(Stored data Opens)

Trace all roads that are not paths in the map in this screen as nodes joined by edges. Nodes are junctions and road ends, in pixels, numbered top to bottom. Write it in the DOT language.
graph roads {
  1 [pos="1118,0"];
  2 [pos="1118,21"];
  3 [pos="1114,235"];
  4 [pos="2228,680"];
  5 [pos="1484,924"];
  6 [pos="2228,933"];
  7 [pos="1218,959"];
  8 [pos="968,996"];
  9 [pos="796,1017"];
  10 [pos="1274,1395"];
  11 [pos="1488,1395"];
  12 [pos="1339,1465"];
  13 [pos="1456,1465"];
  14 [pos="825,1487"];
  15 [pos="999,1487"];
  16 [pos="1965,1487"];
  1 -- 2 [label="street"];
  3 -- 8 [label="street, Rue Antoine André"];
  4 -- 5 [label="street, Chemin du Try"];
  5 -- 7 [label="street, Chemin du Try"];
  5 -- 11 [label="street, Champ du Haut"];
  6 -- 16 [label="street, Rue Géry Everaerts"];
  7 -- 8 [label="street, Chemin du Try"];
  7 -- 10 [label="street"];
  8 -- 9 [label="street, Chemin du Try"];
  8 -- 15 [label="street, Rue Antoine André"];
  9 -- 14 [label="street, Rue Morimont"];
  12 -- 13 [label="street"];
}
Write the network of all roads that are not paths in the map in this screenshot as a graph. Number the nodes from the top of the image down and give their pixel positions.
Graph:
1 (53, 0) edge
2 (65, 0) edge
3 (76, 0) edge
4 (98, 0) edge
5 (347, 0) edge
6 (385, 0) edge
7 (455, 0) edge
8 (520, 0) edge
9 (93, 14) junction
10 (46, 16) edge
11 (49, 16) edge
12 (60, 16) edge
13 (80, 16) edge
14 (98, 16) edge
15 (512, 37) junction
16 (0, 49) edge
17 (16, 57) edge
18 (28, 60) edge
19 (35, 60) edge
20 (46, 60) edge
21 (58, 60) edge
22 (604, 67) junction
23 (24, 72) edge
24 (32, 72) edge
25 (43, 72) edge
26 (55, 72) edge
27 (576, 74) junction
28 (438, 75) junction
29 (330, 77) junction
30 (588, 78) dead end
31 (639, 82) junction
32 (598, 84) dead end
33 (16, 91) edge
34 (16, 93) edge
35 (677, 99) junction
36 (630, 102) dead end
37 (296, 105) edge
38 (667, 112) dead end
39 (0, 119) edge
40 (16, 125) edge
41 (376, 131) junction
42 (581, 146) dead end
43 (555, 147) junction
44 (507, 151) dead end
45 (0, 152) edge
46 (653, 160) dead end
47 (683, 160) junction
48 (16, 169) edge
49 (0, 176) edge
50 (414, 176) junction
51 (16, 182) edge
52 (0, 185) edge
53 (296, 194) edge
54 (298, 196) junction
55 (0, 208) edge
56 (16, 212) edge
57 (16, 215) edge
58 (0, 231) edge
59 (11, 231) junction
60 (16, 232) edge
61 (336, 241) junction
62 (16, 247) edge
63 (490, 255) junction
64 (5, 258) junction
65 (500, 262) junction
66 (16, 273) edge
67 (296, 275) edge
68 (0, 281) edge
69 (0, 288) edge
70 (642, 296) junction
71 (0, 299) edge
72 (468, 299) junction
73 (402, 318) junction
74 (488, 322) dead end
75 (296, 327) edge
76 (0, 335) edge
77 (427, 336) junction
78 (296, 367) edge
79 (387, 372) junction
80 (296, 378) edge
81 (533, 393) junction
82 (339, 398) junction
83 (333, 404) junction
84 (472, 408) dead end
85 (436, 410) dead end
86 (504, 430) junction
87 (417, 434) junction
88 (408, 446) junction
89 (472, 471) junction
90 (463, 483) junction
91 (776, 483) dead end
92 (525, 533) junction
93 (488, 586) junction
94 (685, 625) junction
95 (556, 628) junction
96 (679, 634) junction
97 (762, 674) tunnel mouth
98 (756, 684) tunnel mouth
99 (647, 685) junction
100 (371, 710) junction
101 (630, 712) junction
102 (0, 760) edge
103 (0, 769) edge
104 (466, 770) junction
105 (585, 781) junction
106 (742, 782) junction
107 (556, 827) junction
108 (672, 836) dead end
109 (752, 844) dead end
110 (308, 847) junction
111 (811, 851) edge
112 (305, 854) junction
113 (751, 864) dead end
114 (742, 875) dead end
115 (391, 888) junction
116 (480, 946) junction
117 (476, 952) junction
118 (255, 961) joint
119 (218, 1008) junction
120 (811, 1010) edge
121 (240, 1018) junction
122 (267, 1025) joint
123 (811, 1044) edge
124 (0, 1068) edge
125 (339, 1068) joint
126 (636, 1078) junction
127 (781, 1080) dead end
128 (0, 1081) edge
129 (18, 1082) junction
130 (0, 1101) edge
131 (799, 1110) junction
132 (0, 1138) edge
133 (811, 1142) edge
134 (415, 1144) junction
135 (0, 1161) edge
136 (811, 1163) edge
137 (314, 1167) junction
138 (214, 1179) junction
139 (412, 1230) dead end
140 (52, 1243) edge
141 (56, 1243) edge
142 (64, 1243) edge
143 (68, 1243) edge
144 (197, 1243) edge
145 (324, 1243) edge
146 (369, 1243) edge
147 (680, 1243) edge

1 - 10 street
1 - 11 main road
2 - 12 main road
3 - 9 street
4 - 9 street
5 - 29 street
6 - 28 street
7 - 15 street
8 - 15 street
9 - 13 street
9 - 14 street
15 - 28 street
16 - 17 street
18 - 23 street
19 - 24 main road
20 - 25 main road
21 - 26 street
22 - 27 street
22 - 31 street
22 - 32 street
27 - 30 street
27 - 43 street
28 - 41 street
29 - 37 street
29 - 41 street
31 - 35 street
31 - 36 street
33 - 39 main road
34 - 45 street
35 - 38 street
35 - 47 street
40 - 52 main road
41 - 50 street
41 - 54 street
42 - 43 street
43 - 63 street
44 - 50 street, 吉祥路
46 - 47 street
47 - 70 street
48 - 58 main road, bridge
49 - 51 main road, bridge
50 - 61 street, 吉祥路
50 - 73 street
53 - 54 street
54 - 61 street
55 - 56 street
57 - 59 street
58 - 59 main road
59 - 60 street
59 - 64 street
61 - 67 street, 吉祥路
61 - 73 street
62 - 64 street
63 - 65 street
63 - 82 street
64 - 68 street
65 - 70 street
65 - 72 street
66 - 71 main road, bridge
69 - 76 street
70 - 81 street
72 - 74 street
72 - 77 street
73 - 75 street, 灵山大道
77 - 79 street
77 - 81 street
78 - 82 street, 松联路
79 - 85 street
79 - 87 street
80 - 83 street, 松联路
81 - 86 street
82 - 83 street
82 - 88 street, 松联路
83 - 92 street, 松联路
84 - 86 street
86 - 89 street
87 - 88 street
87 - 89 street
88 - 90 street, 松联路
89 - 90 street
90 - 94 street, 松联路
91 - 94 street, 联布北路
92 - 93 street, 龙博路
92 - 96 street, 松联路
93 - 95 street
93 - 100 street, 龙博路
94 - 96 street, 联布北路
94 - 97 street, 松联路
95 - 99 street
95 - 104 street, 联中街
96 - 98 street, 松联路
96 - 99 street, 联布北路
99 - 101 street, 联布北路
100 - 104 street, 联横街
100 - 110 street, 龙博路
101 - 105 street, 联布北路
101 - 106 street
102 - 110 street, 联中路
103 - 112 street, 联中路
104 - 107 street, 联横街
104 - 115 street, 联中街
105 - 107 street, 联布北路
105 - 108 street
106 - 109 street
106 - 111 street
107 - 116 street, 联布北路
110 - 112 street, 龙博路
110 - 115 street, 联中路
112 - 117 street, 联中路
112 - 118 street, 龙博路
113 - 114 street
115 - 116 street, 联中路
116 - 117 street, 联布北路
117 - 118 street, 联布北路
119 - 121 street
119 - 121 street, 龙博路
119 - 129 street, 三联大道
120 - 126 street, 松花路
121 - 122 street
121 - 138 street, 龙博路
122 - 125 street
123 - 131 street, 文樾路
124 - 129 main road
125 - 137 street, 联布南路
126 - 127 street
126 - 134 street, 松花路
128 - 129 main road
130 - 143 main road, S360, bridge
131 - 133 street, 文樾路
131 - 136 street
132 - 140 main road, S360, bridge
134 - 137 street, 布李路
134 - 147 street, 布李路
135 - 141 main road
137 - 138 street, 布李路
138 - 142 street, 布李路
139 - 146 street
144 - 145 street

(Stored data Closes)

**Problem requirements:** In these entries, some lines may contain the string "tunnel". Give the number of such lines and nothing more.

**Final answer:** 2